• Collected data entries:
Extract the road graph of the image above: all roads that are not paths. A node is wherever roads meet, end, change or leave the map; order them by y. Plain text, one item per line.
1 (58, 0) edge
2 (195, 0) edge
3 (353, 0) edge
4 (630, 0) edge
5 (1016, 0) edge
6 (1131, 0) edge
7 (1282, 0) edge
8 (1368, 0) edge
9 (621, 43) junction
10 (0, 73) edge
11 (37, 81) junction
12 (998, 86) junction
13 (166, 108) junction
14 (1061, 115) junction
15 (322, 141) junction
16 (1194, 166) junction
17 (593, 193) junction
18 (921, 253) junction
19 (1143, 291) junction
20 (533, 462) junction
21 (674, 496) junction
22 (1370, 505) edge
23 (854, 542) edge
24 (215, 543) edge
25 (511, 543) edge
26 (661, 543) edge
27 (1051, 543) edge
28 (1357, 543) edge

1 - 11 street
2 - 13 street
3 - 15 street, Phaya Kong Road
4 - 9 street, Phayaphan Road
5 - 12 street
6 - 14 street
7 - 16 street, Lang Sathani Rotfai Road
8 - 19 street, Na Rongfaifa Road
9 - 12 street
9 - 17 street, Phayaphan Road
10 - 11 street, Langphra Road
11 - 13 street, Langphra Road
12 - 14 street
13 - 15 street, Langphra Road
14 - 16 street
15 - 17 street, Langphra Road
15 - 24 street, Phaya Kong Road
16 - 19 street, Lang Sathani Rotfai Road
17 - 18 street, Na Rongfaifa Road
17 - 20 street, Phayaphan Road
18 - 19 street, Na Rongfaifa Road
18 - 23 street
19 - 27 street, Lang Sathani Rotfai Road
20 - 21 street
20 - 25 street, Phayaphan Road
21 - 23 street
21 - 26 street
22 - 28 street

• Instructions to follow:
All of the data above should be reproduced word for word.

• Result of this exercise:
Extract the road graph of the image above: all roads that are not paths. A node is wherever roads meet, end, change or leave the map; order them by y. Plain text, one item per line.
1 (58, 0) edge
2 (195, 0) edge
3 (353, 0) edge
4 (630, 0) edge
5 (1016, 0) edge
6 (1131, 0) edge
7 (1282, 0) edge
8 (1368, 0) edge
9 (621, 43) junction
10 (0, 73) edge
11 (37, 81) junction
12 (998, 86) junction
13 (166, 108) junction
14 (1061, 115) junction
15 (322, 141) junction
16 (1194, 166) junction
17 (593, 193) junction
18 (921, 253) junction
19 (1143, 291) junction
20 (533, 462) junction
21 (674, 496) junction
22 (1370, 505) edge
23 (854, 542) edge
24 (215, 543) edge
25 (511, 543) edge
26 (661, 543) edge
27 (1051, 543) edge
28 (1357, 543) edge

1 - 11 street
2 - 13 street
3 - 15 street, Phaya Kong Road
4 - 9 street, Phayaphan Road
5 - 12 street
6 - 14 street
7 - 16 street, Lang Sathani Rotfai Road
8 - 19 street, Na Rongfaifa Road
9 - 12 street
9 - 17 street, Phayaphan Road
10 - 11 street, Langphra Road
11 - 13 street, Langphra Road
12 - 14 street
13 - 15 street, Langphra Road
14 - 16 street
15 - 17 street, Langphra Road
15 - 24 street, Phaya Kong Road
16 - 19 street, Lang Sathani Rotfai Road
17 - 18 street, Na Rongfaifa Road
17 - 20 street, Phayaphan Road
18 - 19 street, Na Rongfaifa Road
18 - 23 street
19 - 27 street, Lang Sathani Rotfai Road
20 - 21 street
20 - 25 street, Phayaphan Road
21 - 23 street
21 - 26 street
22 - 28 street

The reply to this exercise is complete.